How Does an HTTP Request Travel Across the Internet? A Step‑by‑Step Journey
This article explains in detail how an HTTP request moves from a user’s device through Wi‑Fi, routers, modems, ISP NAT devices, and finally reaches the application server, illustrating each OSI layer and the transformations that occur along the way.
Introduction
Typical home network topologies connect end devices to a router via Wi‑Fi (or 4G/5G to a base station), the router to a modem (optical network terminal), and then the ISP takes over to forward the request to the application server.
OSI Network Model
The simplified five‑layer OSI model is essential for understanding how an HTTP request is carried across the network.

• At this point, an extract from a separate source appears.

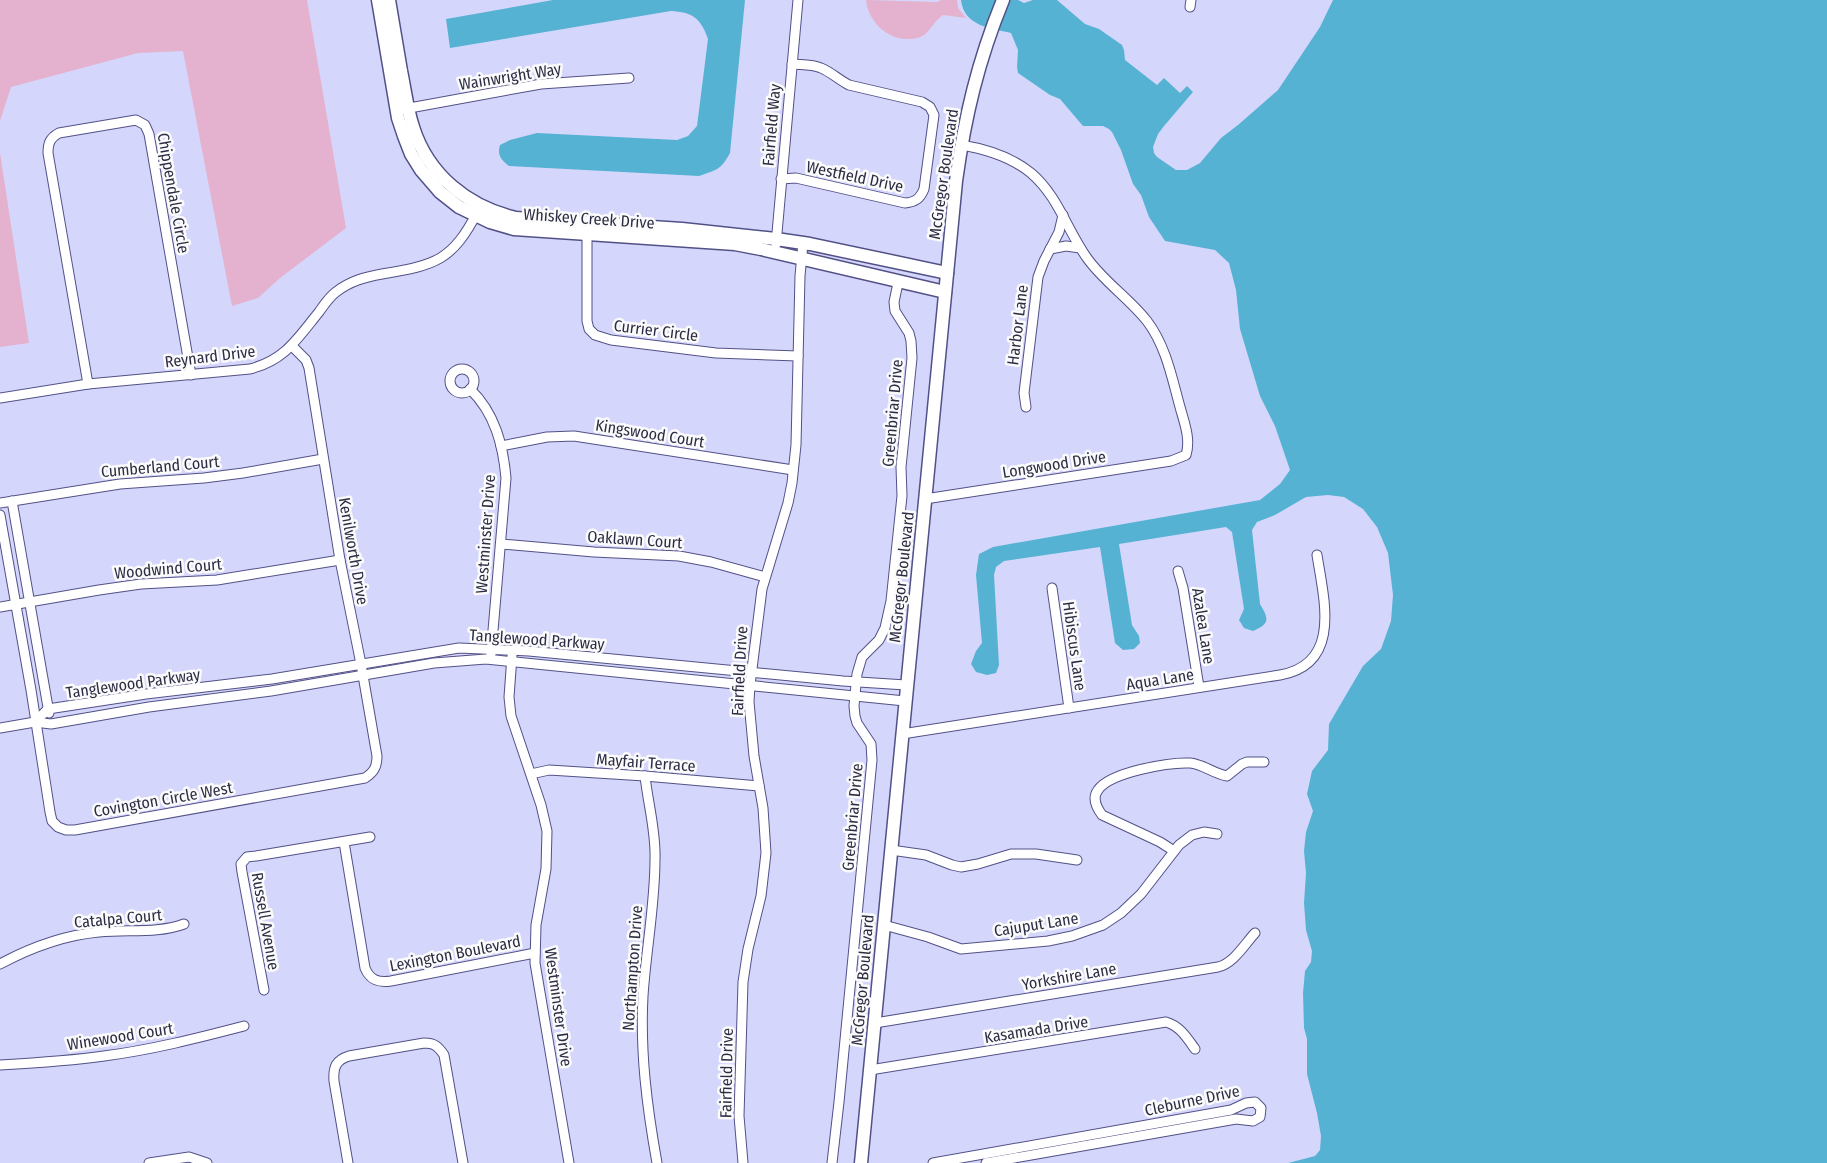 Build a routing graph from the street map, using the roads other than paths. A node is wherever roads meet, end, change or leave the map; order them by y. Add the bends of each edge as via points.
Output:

Transport layer: TCP header contains source and destination ports.
Network layer: IP header contains source and destination IP addresses.
Data‑link layer: MAC header contains source and destination MAC addresses.
HTTP Request’s Network Journey
1. User Device → Router
HTTP requests rely on a TCP connection. The user first resolves the domain name to an IP address using DNS. The DNS lookup proceeds as follows:
Browser DNS cache (if the page was visited recently).
Operating‑system DNS cache.
Local /etc/hosts file for static mappings.
DNS query to the configured name server (from /etc/resolv.conf), which may be the ISP’s server or a public DNS such as Google 8.8.8.8 or Cloudflare 1.1.1.1.
Recursive resolution: root server → top‑level domain server → authoritative server.
After DNS resolution, the data is encapsulated layer by layer:
Transport layer: TCP header with a random source port and destination port 80 (HTTP).
Network layer: IP header with the user’s private IP as source and the server’s public IP as destination.
The user’s device uses ARP to discover the router’s MAC address, then builds a MAC frame containing the device’s MAC as source and the router’s MAC as destination.
Physical layer: the frame is transmitted over Wi‑Fi (radio waves) to the router.
2. Router → Modem (Optical Network Terminal)
At the physical layer the router decodes the Wi‑Fi signal into a data‑link frame, rewrites the source MAC to its own and the destination MAC to the modem’s, and forwards the packet.
The router does not perform NAT here because it lacks a public IP; the source IP remains the user’s private address.
3. Modem → ISP NAT Device
The modem forwards the packet to the ISP’s network. Because IPv4 public addresses are scarce, the ISP typically shares a single public IP among many customers.
The ISP’s NAT device translates the private source IP to the shared public IP, after which the packet enters the public Internet.
4. ISP NAT Device → Server
The server receives the packet, then parses it from the physical layer up through data‑link, network, transport, and finally reconstructs the original HTTP request at the application layer.
Conclusion
The article walks through the complete path of an HTTP request from the user’s terminal to the application server, showing how each OSI layer adds its own header and how the request is transformed and routed at each hop.